Ooooh! It’s Spring! I think it’s really here this time! The birds are chirping, the grass is greening up, and the sun is warm and delicious, and we’re all ready to soak it up.
Warmer days mean lighter, super fresh meals to me, and this meal was the perfect start to our first warm week in a long time.
I like to try to fix seafood for dinner as often as possible, but it’s a tricky one. Some nights, it’s just easier to whip up something that I know my kids are going to eat and not gripe about. Seafood is always hit or miss with them, but I’m trying. The American Heart association recommends eating fish, at least, twice a week as it’s high in heart healthy omega-3 fatty acids. I’m hoping to reach that goal with my family soon.
I love a good Fish Fry, and they are easy to come by during the Lenten season, but I’m more often looking for light and fresh ways to add more seafood into our daily routine, and this did just the trick.
I love fish tacos, so I was trying to think of a way to change-up the fish taco routine. I wasn’t really in the mood for spicy fare, I just wanted lots of fresh flavor, so I decided to try my hand at a Greek inspired fish taco. I was thinking flaky grilled whitefish, a crunchy cucumber-tomato salsa, and a zesty garlicky sauce drizzled on top. So, with that idea in mind, I started playing around in my kitchen.
First things first, I got going on the sauce. I wanted to give the flavors time to mingle while I got the rest of the dish ready, so that’s why I dove in here first. I mixed together some plain yogurt, a little bit of mayonnaise, some fresh garlic, dried dill, and fresh lemon zest.
Next, I wanted to get my fish marinating. I had a pound of beautiful, fresh Tilapia on my hands, but what should I season it with? I decided to go with a simple mix of McCormick Perfect Pinch Salt Free Garlic & Herb seasoning and olive oil. It’s a perfect combination of zesty spices, and with it being salt-free, I can control the amount of salt in my dish while allowing all kinds of flavor to come through. Tilapia is a mild-tasting fish, and I wanted to give it a good punch of flavor, without overpowering how delicate it is on its own. I mixed the seasoning with some olive oil, and coated the fish in it.

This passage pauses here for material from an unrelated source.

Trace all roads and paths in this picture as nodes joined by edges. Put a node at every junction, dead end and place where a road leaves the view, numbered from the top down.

I let the fish settle in with the spices while I got my salsa together. I quickly chopped up some cucumber, Roma tomatoes, and red onion, and gave them a good toss along with a little salt and pepper.
Then, it was time to cook my fish. A meal like this is perfect for a busy weeknight, because the fish takes next to no time at all to cook up. Everything else could really be thrown together ahead of time, if you’re really in a time crunch!

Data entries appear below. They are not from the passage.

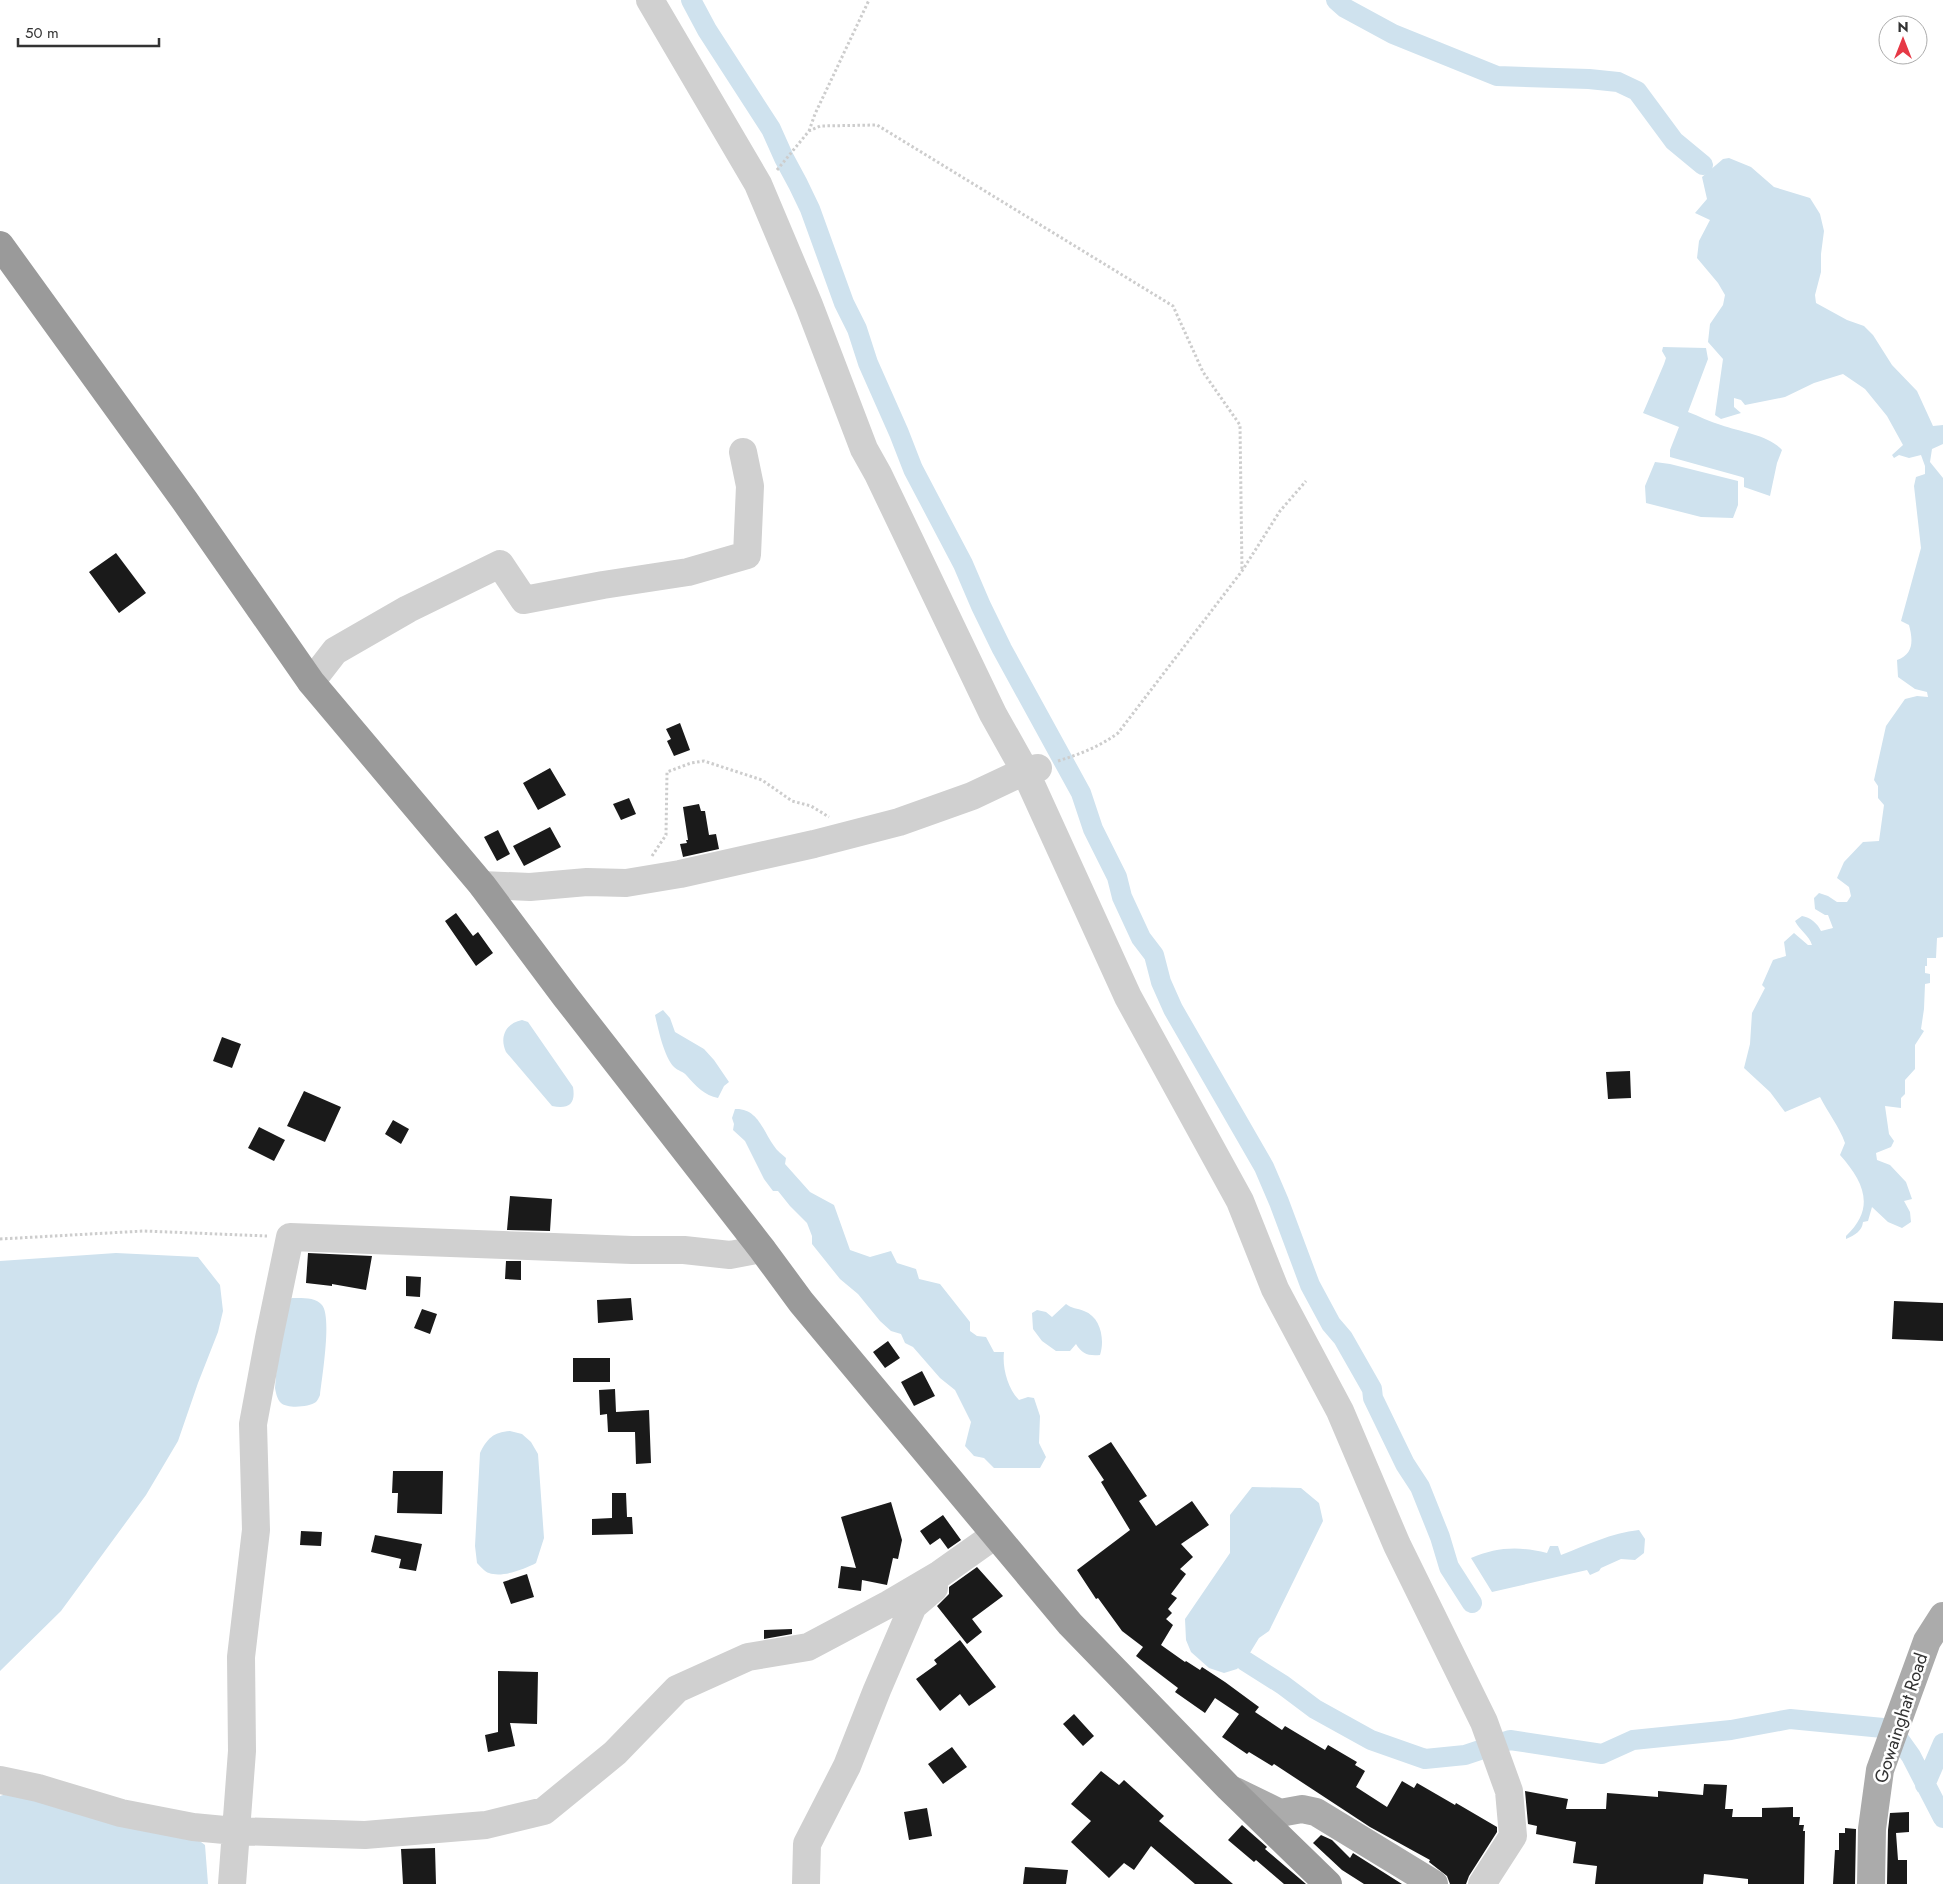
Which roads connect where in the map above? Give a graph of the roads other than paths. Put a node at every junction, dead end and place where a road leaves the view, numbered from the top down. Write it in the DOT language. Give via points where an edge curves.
graph roads {
  1 [pos="650,0"];
  2 [pos="6,253"];
  3 [pos="743,452"];
  4 [pos="312,682"];
  5 [pos="1032,770"];
  6 [pos="482,885"];
  7 [pos="762,1249"];
  8 [pos="995,1534"];
  9 [pos="1943,1616"];
  10 [pos="0,1780"];
  11 [pos="1229,1788"];
  12 [pos="235,1831"];
  13 [pos="232,1884"];
  14 [pos="806,1884"];
  15 [pos="1328,1884"];
  16 [pos="1434,1884"];
  17 [pos="1482,1884"];
  18 [pos="1871,1884"];
  1 -- 5 [label="street" via="758,184 864,449 993,714"];
  2 -- 4 [label="highway"];
  3 -- 4 [label="street" via="750,486 747,556 688,572 524,600 500,564 408,608 334,651"];
  4 -- 6 [label="highway"];
  5 -- 6 [label="street" via="899,822 680,874 626,884"];
  5 -- 17 [label="street" via="1128,997 1240,1201 1276,1289 1340,1411 1398,1545 1484,1722 1509,1791 1513,1836"];
  6 -- 7 [label="highway"];
  7 -- 8 [label="highway" via="801,1302"];
  7 -- 12 [label="street" via="730,1255 684,1250 290,1237 254,1424 256,1530 241,1657 242,1751"];
  8 -- 11 [label="highway" via="1070,1624"];
  8 -- 12 [label="street" via="940,1574 808,1647 748,1656 677,1689 615,1753 544,1811 486,1825 365,1835"];
  8 -- 14 [label="street" via="913,1606 847,1766 807,1844"];
  9 -- 18 [label="main road, Gowainghat Road" via="1927,1641 1880,1770 1872,1829"];
  10 -- 12 [label="street" via="122,1813 193,1827"];
  11 -- 15 [label="highway"];
  11 -- 16 [label="main road" via="1280,1813 1302,1809 1316,1812"];
  12 -- 13 [label="street"];
}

I got out my grill pan, and cooked the fish for about three minutes on each side, until it was cooked through and flaky. It smelled so good while it was cooking, all of those spices filling the air. When the fish was done, I moved it to a cutting board, and flaked it up with a fork.
And then, just like that, it was taco making time.

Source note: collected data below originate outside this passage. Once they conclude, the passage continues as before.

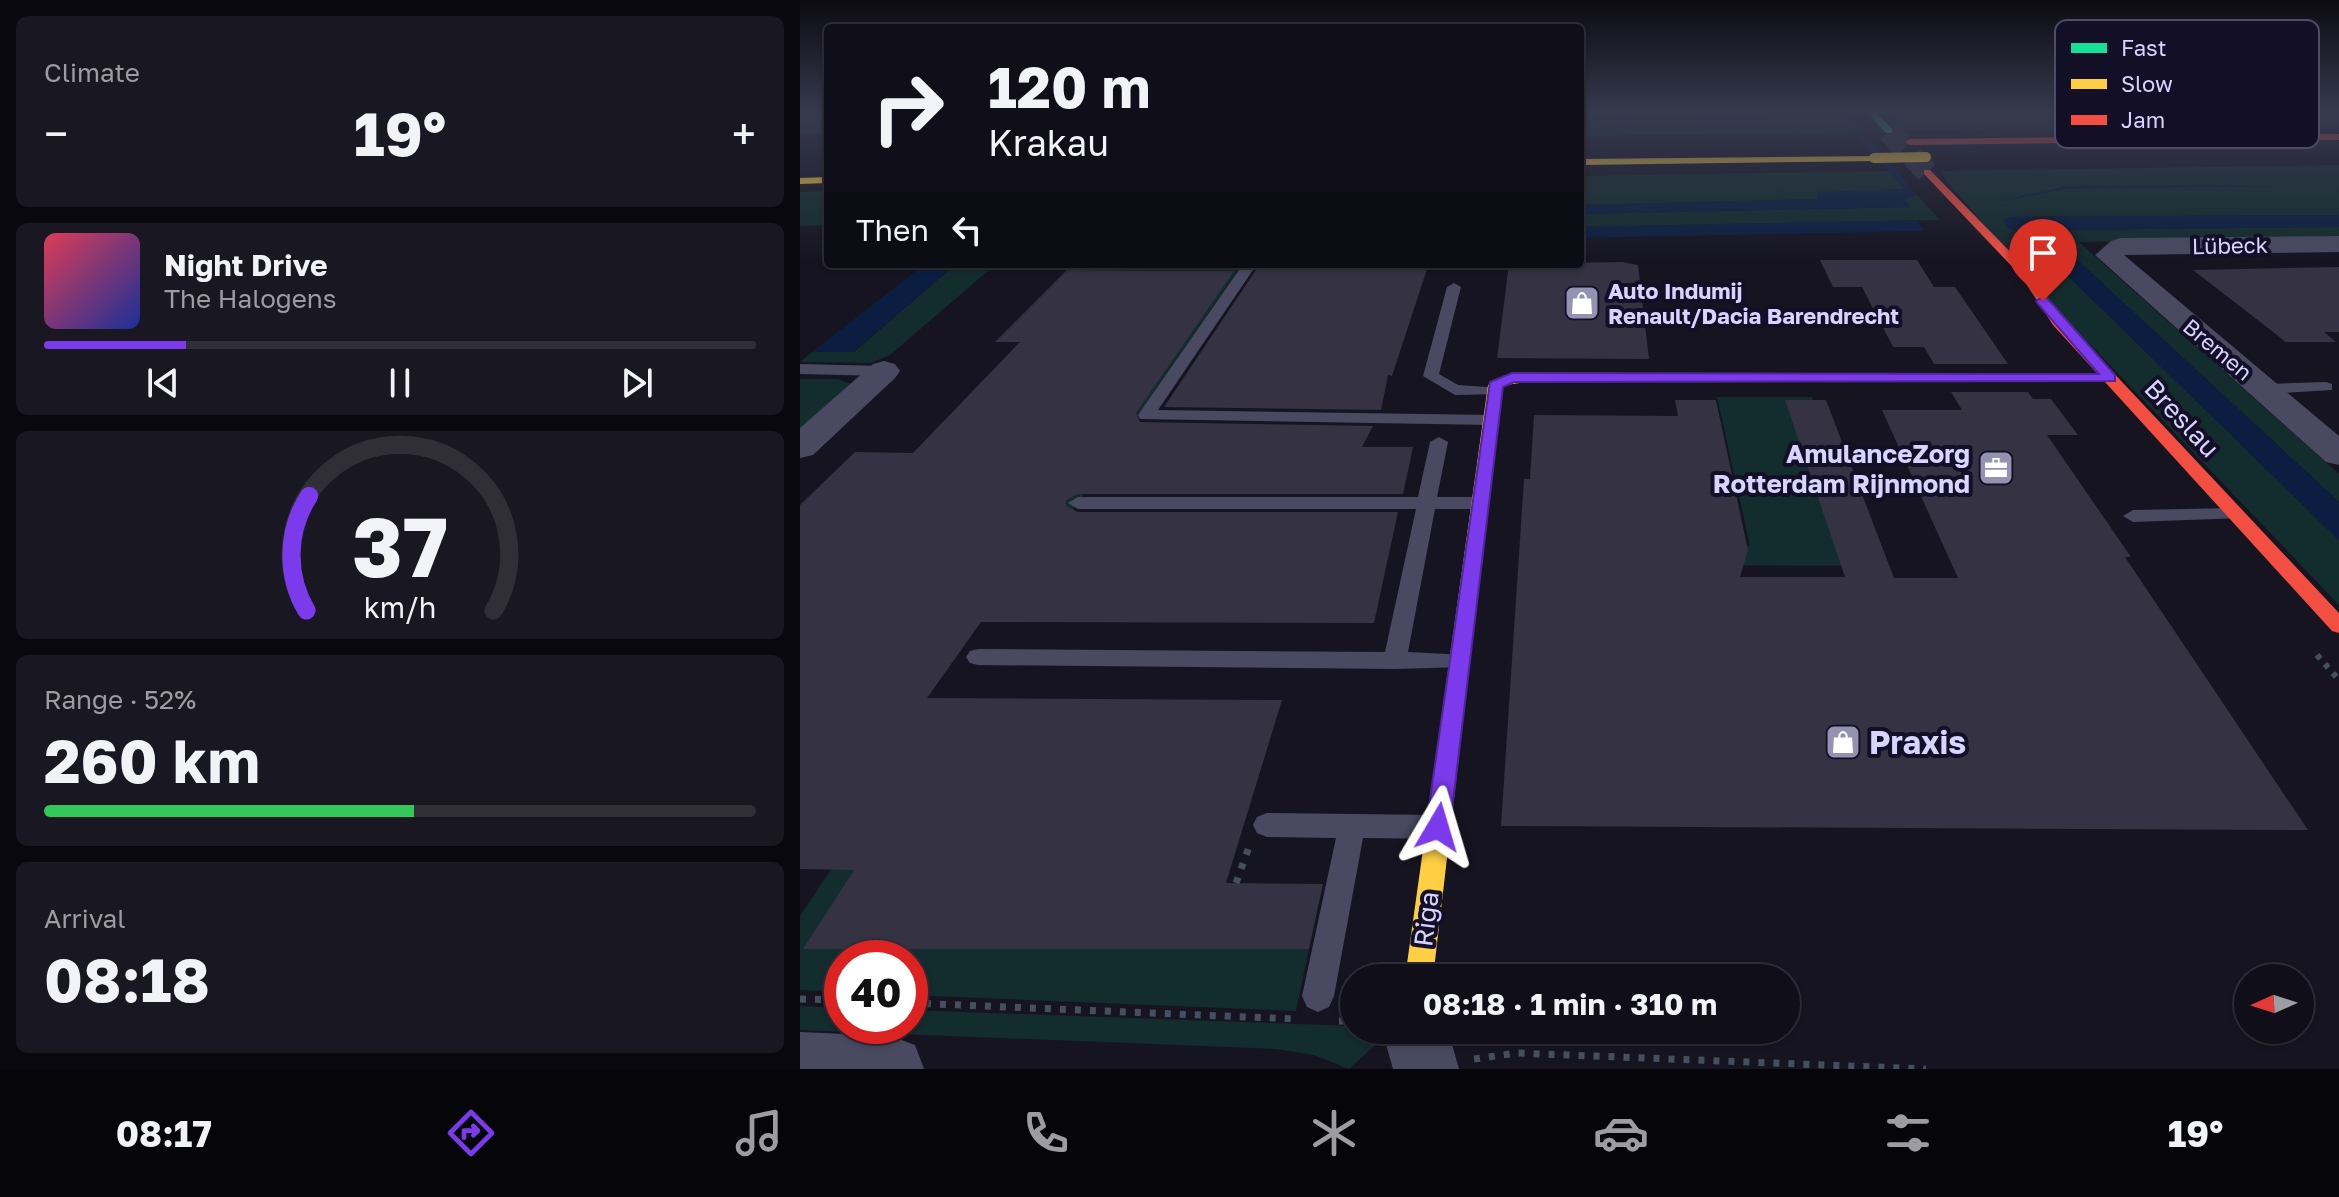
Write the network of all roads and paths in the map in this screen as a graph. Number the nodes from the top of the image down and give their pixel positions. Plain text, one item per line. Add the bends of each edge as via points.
1 (1662, 161) edge
2 (1899, 161) edge
3 (2043, 161) edge
4 (800, 162) edge
5 (824, 162) edge
6 (1584, 162) edge
7 (1926, 164) junction
8 (824, 179) edge
9 (800, 180) edge
10 (2339, 244) edge
11 (2120, 246) joint
12 (1247, 268) edge
13 (1454, 287) dead end
14 (800, 369) edge
15 (884, 371) joint
16 (2110, 378) junction
17 (2326, 387) dead end
18 (1495, 388) junction
19 (2265, 389) junction
20 (1491, 420) junction
21 (1439, 442) dead end
22 (800, 447) edge
23 (2339, 454) edge
24 (1078, 503) dead end
25 (1426, 503) junction
26 (1480, 503) junction
27 (2235, 514) junction
28 (2133, 516) dead end
29 (2339, 626) edge
30 (978, 657) dead end
31 (1395, 661) junction
32 (1459, 661) junction
33 (1267, 825) joint
34 (1352, 825) junction
35 (1438, 827) junction
36 (1236, 883) dead end
37 (1421, 964) edge
38 (800, 999) edge
39 (824, 1000) edge
40 (928, 1003) edge
41 (1316, 1012) junction
42 (1340, 1018) edge
43 (1436, 1053) edge
44 (800, 1065) edge
45 (891, 1069) edge
46 (1926, 1069) edge

1 - 6 main road, bridge
2 - 7 main road, bridge
3 - 7 main road
4 - 5 main road
7 - 16 main road, Breslau
8 - 9 main road
10 - 11 street, Lübeck
11 - 19 street, Bremen via 2108,255
12 - 20 lane via 1146,415
13 - 18 lane via 1431,376 1455,390
14 - 15 lane
15 - 22 street
16 - 18 main road via 1512,377
16 - 27 main road, Breslau
17 - 19 lane
18 - 20 main road, Riga
19 - 23 street, Bremen
20 - 26 main road, Riga
21 - 25 lane
24 - 25 lane
25 - 26 lane
25 - 31 lane
26 - 32 main road, Riga
27 - 28 lane
27 - 29 main road, Breslau
30 - 31 lane
31 - 32 lane
32 - 35 main road, Riga
33 - 34 lane
33 - 36 path via 1247,849
34 - 35 lane
34 - 41 lane
35 - 37 main road, Riga
38 - 39 path
40 - 41 path
41 - 42 path
43 - 46 path
44 - 45 street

I’d warmed up some flour tortillas, so I layered in some of the seasoned fish, then topped it with some shredded lettuce for a little added crunch, and then some of that fresh cucumber salsa. I drizzled a hefty dose of the garlic-yogurt sauce over the top, and finished it off with a sprinkle of feta cheese.
Why hadn’t I thought of this before? The tacos were delicious, and the perfect way to usher in a healthy meal, and Springtime to boot.
GREEK FISH TACOS WITH CUCUMBER SALSA AND GARLIC YOGURT SAUCE
- ¾ cup plain yogurt
- ¼ cup mayonnaise
- 1 clove garlic, minced
- 1 teaspoon McCormick brand dried dill
- 1 teaspoon fresh grated lemon zest
- salt and pepper to taste
- 1 lb. tilapia fillets (or another mild white fish)
- 1 Tbsp. McCormick Perfect Pinch Garlic & Herb Salt Free Seasoning
- 3 Tbsp. olive oil
- 1 cup diced, seeded, cucumber
- 2 Roma tomatoes, diced (about 1 cup)
- ¼ cup minced red onion
- salt and pepper to taste
- 8 6-inch flour tortillas
- feta cheese, crumbled
- shredded lettuce
- Whisk together all of the sauce ingredients, and season with salt and pepper to taste. Refrigerate until serving time.
- Combine the seasoning and olive oil. Coat the pieces of fish in the seasoned oil until covered on both sides. Allow to marinate for a bit while you get the salsa together.
- Combine the cucumber, tomato, and red onion in a small bowl. Season with salt and pepper.
- Heat the tortillas according to directions on the package.
- Heat a grill pan over high heat. Spray with nonstick spray, and place the pieces of fish in the pan. Cook the fish until flaky, and completely cooked through, about 3 minutes on each side. Remove the fish to a cutting board and flake into pieces.
- Layer some fish into a warmed tortilla, topping it with some shredded lettuce, some of the cucumber salsa, some feta cheese, and a hefty drizzle of the garlic yogurt sauce.